Lewis pursed his lips and paused before answering, “Yes.”

The deputy chief said he had once recommended that a member of the police force be demoted after getting into an off-duty alcohol-fueled confrontation. The same employee previously had been arrested on suspicion of driving while intoxicated, Lewis said.

Despite that, “my recommendation wasn’t taken,” he said.

Lennemann then inquired about Lewis’ 20-year history at the department, asking specifically about a seminar in Las Vegas years ago that the agency paid Lewis to attend.

“Isn’t it true that you missed the first day of that seminar because you and [police Officer] Damon Psaros were out at the Olympic Gardens strip club and hung over?” Lennemann asked.

Lewis replied that he remembered going to the club but not missing a day of the seminar.

“In retrospect, I shouldn’t have behaved that way,” Lewis said.

When Lennemann pressed, Lewis added that he should have told his superiors what happened.

If Lewis had missed part of the event, “that could be a theft of time, correct?” Lennemann said.

“It could be interpreted that way,” Lewis replied.

According to Lewis’ testimony, Hougan is the only police employee he has ever recommended for termination. Lewis was a lieutenant at the time of the recommendation in 2012.

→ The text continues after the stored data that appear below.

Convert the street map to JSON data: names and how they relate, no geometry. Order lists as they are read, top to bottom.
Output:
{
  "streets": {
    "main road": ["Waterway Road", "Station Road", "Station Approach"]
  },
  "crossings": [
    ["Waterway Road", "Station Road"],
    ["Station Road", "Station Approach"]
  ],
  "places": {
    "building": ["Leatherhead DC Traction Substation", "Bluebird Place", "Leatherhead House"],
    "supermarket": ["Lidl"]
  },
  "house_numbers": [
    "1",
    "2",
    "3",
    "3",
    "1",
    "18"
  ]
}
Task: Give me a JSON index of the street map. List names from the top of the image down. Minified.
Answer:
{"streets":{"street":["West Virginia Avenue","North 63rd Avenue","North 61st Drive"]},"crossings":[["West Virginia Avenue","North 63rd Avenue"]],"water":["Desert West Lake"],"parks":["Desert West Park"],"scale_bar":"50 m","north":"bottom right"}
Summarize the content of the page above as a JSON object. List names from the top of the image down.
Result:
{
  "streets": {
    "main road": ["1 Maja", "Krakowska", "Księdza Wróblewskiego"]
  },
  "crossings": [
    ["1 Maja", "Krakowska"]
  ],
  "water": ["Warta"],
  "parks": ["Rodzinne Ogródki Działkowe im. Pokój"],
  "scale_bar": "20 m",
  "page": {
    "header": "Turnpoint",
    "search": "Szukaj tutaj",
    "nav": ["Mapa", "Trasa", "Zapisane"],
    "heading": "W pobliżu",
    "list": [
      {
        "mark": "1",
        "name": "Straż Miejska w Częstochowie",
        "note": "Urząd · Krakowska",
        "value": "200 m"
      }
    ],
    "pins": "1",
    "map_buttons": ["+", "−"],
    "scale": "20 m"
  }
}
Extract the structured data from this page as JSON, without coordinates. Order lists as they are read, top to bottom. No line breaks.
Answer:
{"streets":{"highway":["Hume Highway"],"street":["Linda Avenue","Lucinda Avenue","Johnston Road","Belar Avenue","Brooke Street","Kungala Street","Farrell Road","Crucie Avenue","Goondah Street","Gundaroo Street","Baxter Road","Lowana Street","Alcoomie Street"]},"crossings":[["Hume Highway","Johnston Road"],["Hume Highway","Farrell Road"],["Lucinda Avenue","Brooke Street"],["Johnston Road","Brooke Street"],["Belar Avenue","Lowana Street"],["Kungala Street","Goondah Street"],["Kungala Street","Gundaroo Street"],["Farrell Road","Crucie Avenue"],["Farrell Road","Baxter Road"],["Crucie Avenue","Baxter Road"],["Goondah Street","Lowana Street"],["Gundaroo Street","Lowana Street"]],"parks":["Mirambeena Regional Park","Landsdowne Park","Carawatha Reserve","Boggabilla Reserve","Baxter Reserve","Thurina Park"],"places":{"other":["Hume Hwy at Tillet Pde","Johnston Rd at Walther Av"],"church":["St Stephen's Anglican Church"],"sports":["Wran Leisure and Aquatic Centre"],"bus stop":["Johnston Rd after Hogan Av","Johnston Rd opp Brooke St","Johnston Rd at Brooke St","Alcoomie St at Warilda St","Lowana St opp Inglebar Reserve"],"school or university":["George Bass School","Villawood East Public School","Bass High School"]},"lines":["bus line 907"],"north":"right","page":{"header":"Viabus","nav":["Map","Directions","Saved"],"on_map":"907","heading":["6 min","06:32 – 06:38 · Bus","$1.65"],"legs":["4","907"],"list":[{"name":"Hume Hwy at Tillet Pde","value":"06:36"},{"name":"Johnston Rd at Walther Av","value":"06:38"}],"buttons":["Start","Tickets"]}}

When Lennemann asked for reasons why Hougan deserved to be fired, Lewis said she disobeyed an order not to talk about a private disciplinary hearing, used her work email account to send profanity-laced messages to her husband, was a disruptive presence in the dispatch center and made disparaging comments about the chief of police.

Hougan’s lawsuit claims that department managers targeted her because she is a woman and because of her husband’s testimony in the 2009 trial, in which a sergeant won a $1.2-million judgment based on allegations that he was unfairly passed over for promotions because of false rumors that he was gay.

John Hougan was fired in 2011. His own wrongful-termination lawsuit is awaiting trial.

According to testimony in Christine Hougan’s case, police officials said they fired John Hougan because he would spend up to an hour a day looking up pornography on computers at work.